# The Serpent BF



## Rob Fisher (20/5/17)

The Serpent BF is a squonking RDA only and doesn't come with a normal pin... so this is for the squonking brigade only!

It comes with a wide bore and a 510 adapter with drip tip (Goon Drip Tips fit as well)... it also comes with a single coil restrictor and the normal spare grub screws etc... it also has the tri-screwdriver grub screw tool and this one is better than the normal one we are used to because the shafts are longer.

Now the manual is useless and trying to get the top cap off is a mission until you google a review... I almost lost 3 foofy valves trying to get the cap off until I watched the Mike Vapes review. You simply press the 510 pin and the deck pops up and out of cylinder. Sheeezzzz... why they don't tell you that in the manual is beyond me.

Building is easy and I installed a single 3mm Alien from Bubble Wraps coil...

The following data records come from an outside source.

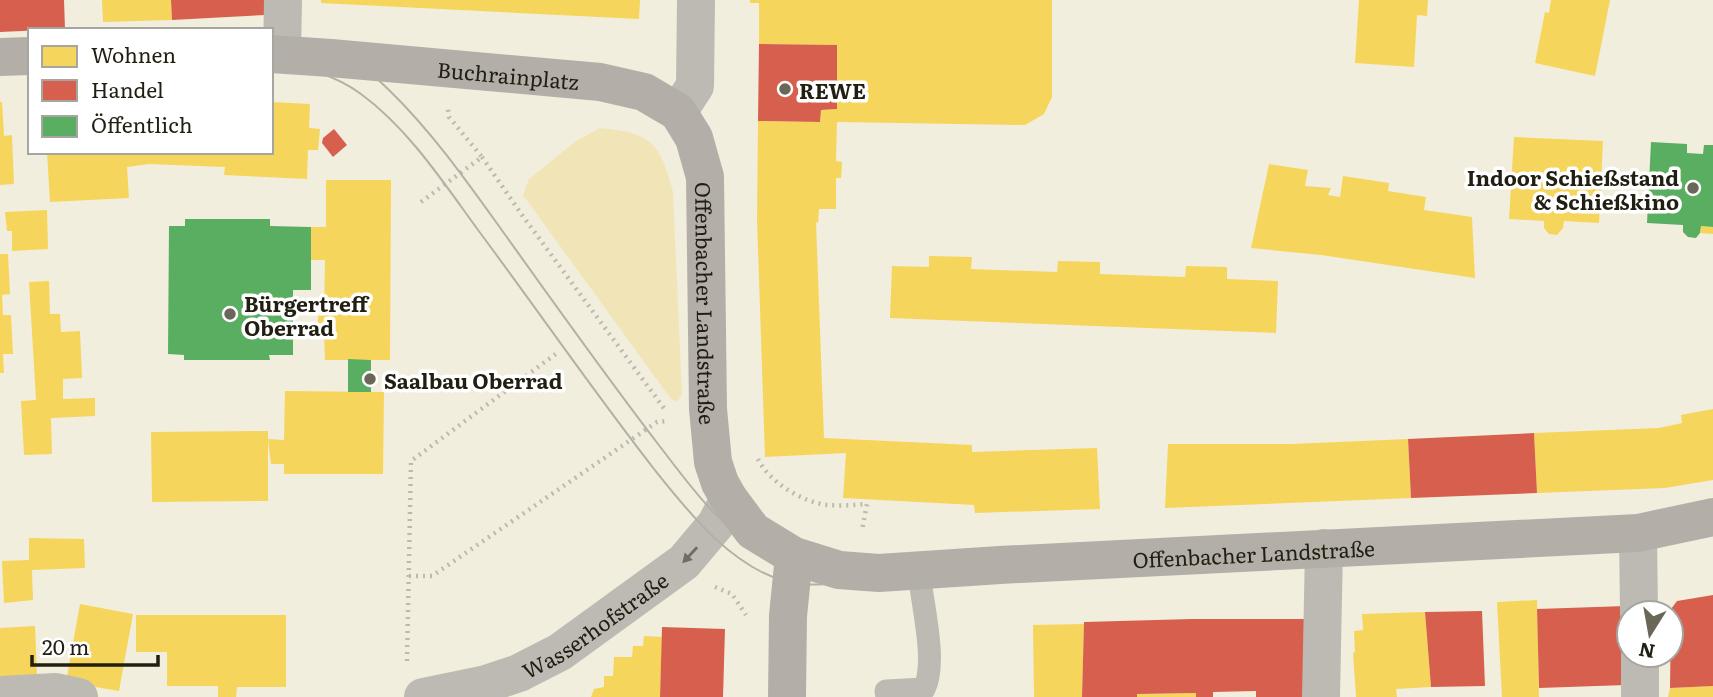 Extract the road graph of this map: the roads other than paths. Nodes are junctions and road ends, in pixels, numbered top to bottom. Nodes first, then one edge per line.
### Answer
1 (283, 0) edge
2 (696, 0) edge
3 (277, 54) edge
4 (28, 56) edge
5 (0, 57) edge
6 (678, 112) junction
7 (729, 499) junction
8 (1713, 517) edge
9 (1638, 533) junction
10 (1324, 548) junction
11 (794, 556) junction
12 (919, 570) junction
13 (1639, 599) edge
14 (1640, 669) edge
15 (415, 683) edge
16 (0, 695) edge
17 (63, 695) edge
18 (787, 697) edge
19 (887, 697) edge
20 (1321, 697) edge
21 (1640, 697) edge

1 - 3 street
2 - 6 street
3 - 6 main road, Buchrainplatz
4 - 5 main road
6 - 7 main road, Offenbacher Landstraße
7 - 11 main road
7 -> 15 street, Wasserhofstraße
8 - 9 main road, Offenbacher Landstraße
9 - 10 main road, Offenbacher Landstraße
9 - 13 street
10 - 12 main road, Offenbacher Landstraße
10 - 20 street
11 - 12 main road, Offenbacher Landstraße
11 - 18 main road
12 - 19 lane
14 - 21 street
16 - 17 street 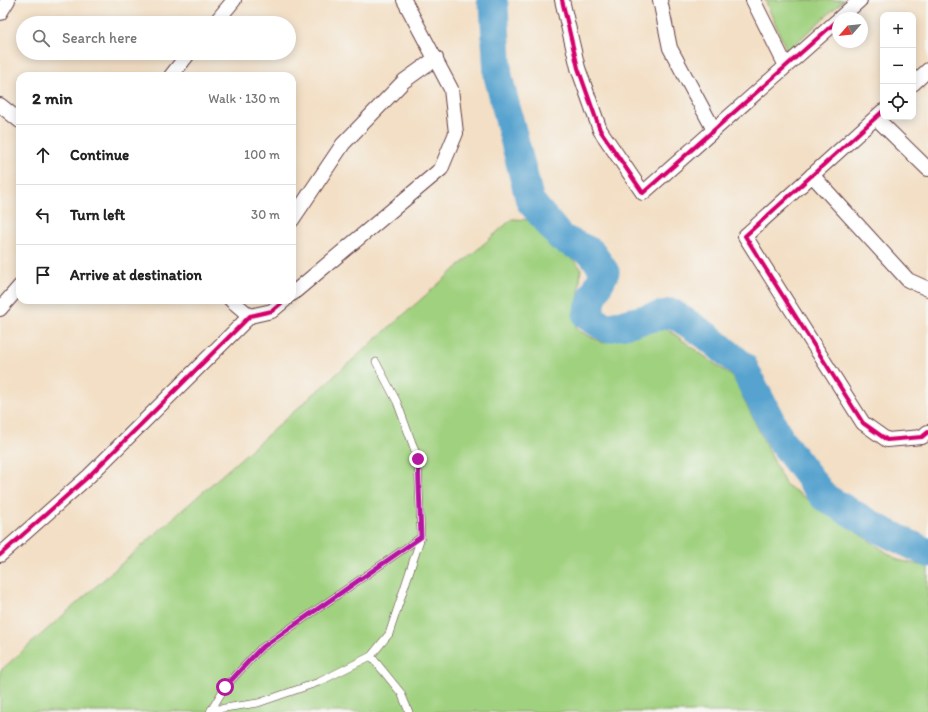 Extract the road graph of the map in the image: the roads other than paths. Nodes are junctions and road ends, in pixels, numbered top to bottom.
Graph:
1 (8, 0) edge
2 (234, 0) edge
3 (404, 0) edge
4 (562, 0) edge
5 (660, 0) edge
6 (753, 0) edge
7 (860, 0) edge
8 (847, 12) edge
9 (0, 13) edge
10 (221, 16) edge
11 (832, 25) edge
12 (436, 58) junction
13 (184, 60) edge
14 (786, 66) junction
15 (928, 70) edge
16 (174, 72) edge
17 (916, 81) edge
18 (0, 106) edge
19 (880, 114) edge
20 (16, 118) edge
21 (885, 120) edge
22 (714, 130) junction
23 (928, 169) edge
24 (812, 175) junction
25 (296, 214) edge
26 (928, 289) edge
27 (16, 291) edge
28 (296, 291) edge
29 (236, 304) edge
30 (248, 304) edge
31 (280, 304) edge
32 (0, 309) edge
33 (250, 316) junction
34 (376, 362) dead end
35 (928, 432) edge
36 (421, 537) junction
37 (0, 555) edge
38 (371, 656) junction
39 (211, 711) edge
40 (409, 712) edge

1 - 9 street
2 - 10 street
3 - 12 street
4 - 22 street
5 - 22 street
6 - 14 street
7 - 8 street
11 - 14 street
12 - 25 street
12 - 28 street
13 - 16 street
14 - 22 street
15 - 17 street
18 - 20 street
19 - 24 street
21 - 23 street
24 - 26 street
24 - 35 street
27 - 32 street
29 - 33 street
30 - 33 street
31 - 33 street
33 - 37 street
34 - 36 lane
36 - 38 lane
36 - 39 lane
38 - 39 lane
38 - 40 lane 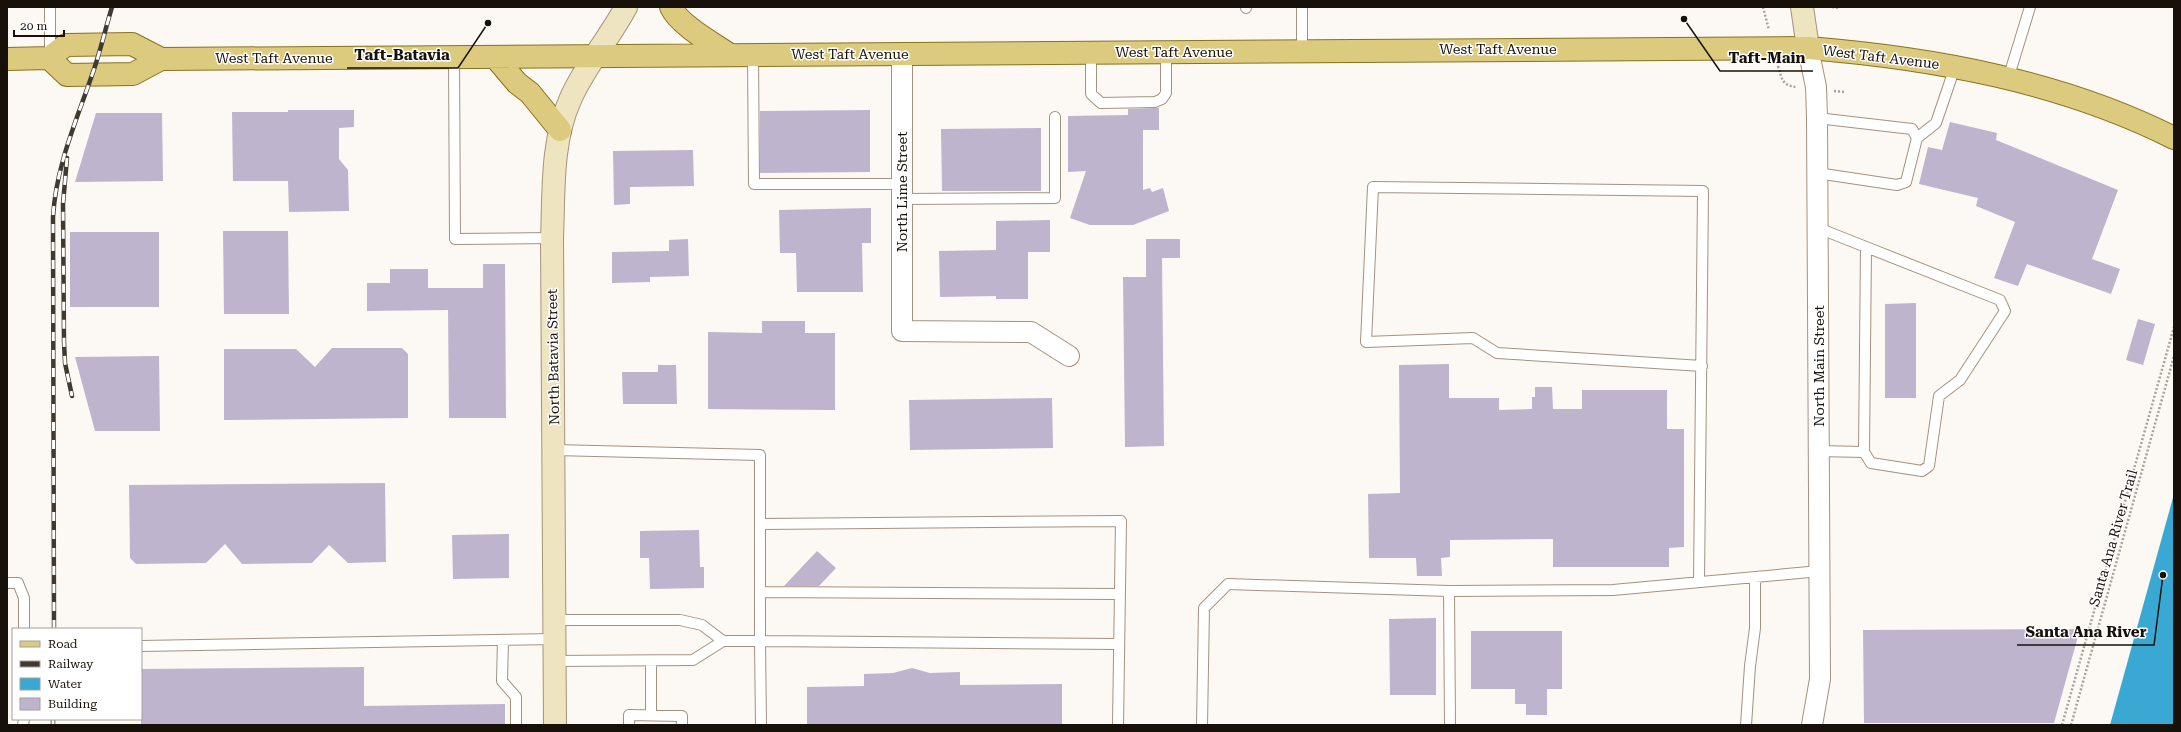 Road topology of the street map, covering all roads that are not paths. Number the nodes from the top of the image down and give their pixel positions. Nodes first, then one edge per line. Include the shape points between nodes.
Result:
1 (50, 7) edge
2 (626, 7) edge
3 (671, 7) edge
4 (1302, 7) edge
5 (1802, 7) edge
6 (2030, 7) edge
7 (1808, 48) junction
8 (1302, 51) junction
9 (1091, 52) junction
10 (1166, 52) junction
11 (902, 54) junction
12 (730, 55) junction
13 (753, 55) junction
14 (595, 56) junction
15 (454, 57) junction
16 (495, 57) junction
17 (50, 58) junction
18 (7, 59) edge
19 (161, 59) junction
20 (1955, 67) junction
21 (2008, 80) junction
22 (1055, 117) dead end
23 (1817, 118) junction
24 (560, 130) junction
25 (1917, 138) junction
26 (2174, 138) edge
27 (1817, 173) junction
28 (903, 192) junction
29 (1818, 228) junction
30 (552, 238) junction
31 (1866, 247) junction
32 (1068, 356) dead end
33 (1702, 366) junction
34 (554, 450) junction
35 (1819, 451) junction
36 (1864, 452) junction
37 (760, 524) junction
38 (1820, 571) junction
39 (1756, 577) junction
40 (1699, 582) junction
41 (7, 583) edge
42 (1449, 591) junction
43 (760, 592) junction
44 (1120, 594) junction
45 (24, 628) edge
46 (555, 630) junction
47 (503, 640) junction
48 (723, 642) junction
49 (760, 642) junction
50 (1119, 644) junction
51 (142, 646) edge
52 (555, 660) junction
53 (650, 660) junction
54 (651, 715) junction
55 (516, 725) edge
56 (555, 725) edge
57 (629, 725) edge
58 (682, 725) edge
59 (761, 725) edge
60 (1118, 725) edge
61 (1202, 725) edge
62 (1450, 725) edge
63 (1746, 725) edge
64 (1812, 725) edge

1 - 17 lane
2 - 14 main road, North Batavia Street
3 - 12 main road via 673,13 684,22
4 - 8 lane
5 - 7 main road, North Main Street
6 - 21 lane
7 - 8 main road, West Taft Avenue
7 - 20 main road, West Taft Avenue via 1862,52
7 - 23 street, North Main Street via 1816,87
8 - 10 main road, West Taft Avenue
9 - 10 main road, West Taft Avenue
9 - 10 lane via 1091,94 1100,103 1155,102 1162,99 1166,94
9 - 11 main road, West Taft Avenue
11 - 13 main road, West Taft Avenue
11 - 28 street, North Lime Street
12 - 13 main road, West Taft Avenue
12 - 14 main road, West Taft Avenue
13 - 28 lane via 754,184
14 - 16 main road, West Taft Avenue
14 - 24 main road, North Batavia Street via 569,101
15 - 16 main road, West Taft Avenue
15 - 19 main road, West Taft Avenue
15 - 30 lane via 455,239
16 - 24 main road via 517,83 530,93
17 - 18 main road
17 - 19 main road, West Taft Avenue via 66,45 132,44
17 - 19 main road, West Taft Avenue via 67,75 133,74
20 - 21 main road, West Taft Avenue
20 - 25 lane via 1936,123
21 - 26 main road, West Taft Avenue via 2077,99
22 - 28 lane via 1055,198
23 - 25 lane via 1912,129
23 - 27 street, North Main Street
24 - 30 main road, North Batavia Street via 555,159
25 - 27 lane via 1906,182 1897,185
27 - 29 street, North Main Street
28 - 32 street, North Lime Street via 902,331 1031,332
29 - 31 lane
29 - 35 street, North Main Street
30 - 34 main road, North Batavia Street
31 - 36 lane
31 - 36 lane via 2000,300 2005,311 1960,380 1939,396 1930,466 1922,471 1871,463
33 - 33 lane via 1703,191 1373,187 1366,342 1473,338 1497,353
33 - 40 lane
34 - 37 lane via 760,455
34 - 46 main road, North Batavia Street
35 - 36 lane
35 - 38 street, North Main Street
37 - 43 lane
37 - 44 lane via 1121,521
38 - 39 lane
38 - 64 street, North Main Street via 1820,679
39 - 40 lane
39 - 63 lane via 1755,628
40 - 42 lane via 1613,590
41 - 45 lane via 18,583 24,598
42 - 61 lane via 1228,584 1204,608
42 - 62 lane
43 - 44 lane
43 - 49 lane
44 - 50 lane
46 - 47 lane
46 - 48 lane via 680,620 702,625
46 - 52 main road, North Batavia Street
47 - 51 lane
47 - 55 lane via 502,681 516,697
48 - 49 lane
48 - 53 lane via 693,660
49 - 50 lane
49 - 59 lane
50 - 60 lane
52 - 53 lane
52 - 56 main road, North Batavia Street
53 - 54 lane
54 - 57 lane via 629,715
54 - 58 lane via 682,716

Reactions: Like 1 | Winner 2


----------



## Rob Fisher (20/5/17)

Quite a noisy airflow but enough air even on the single coil... flavour good... squonking pin hole just fine!

Reactions: Like 1


----------



## Petrus (20/5/17)

Rob Fisher said:


> Quite a noisy airflow but enough air even on the single coil... flavour good... squonking pin hole just fine!


I was thinking of pulling the trigger on this one @Rob Fisher, but I think this one is going to end up in the spares box. I think I rather wait for the Pulse 22

Reactions: Like 1 | Agree 1


----------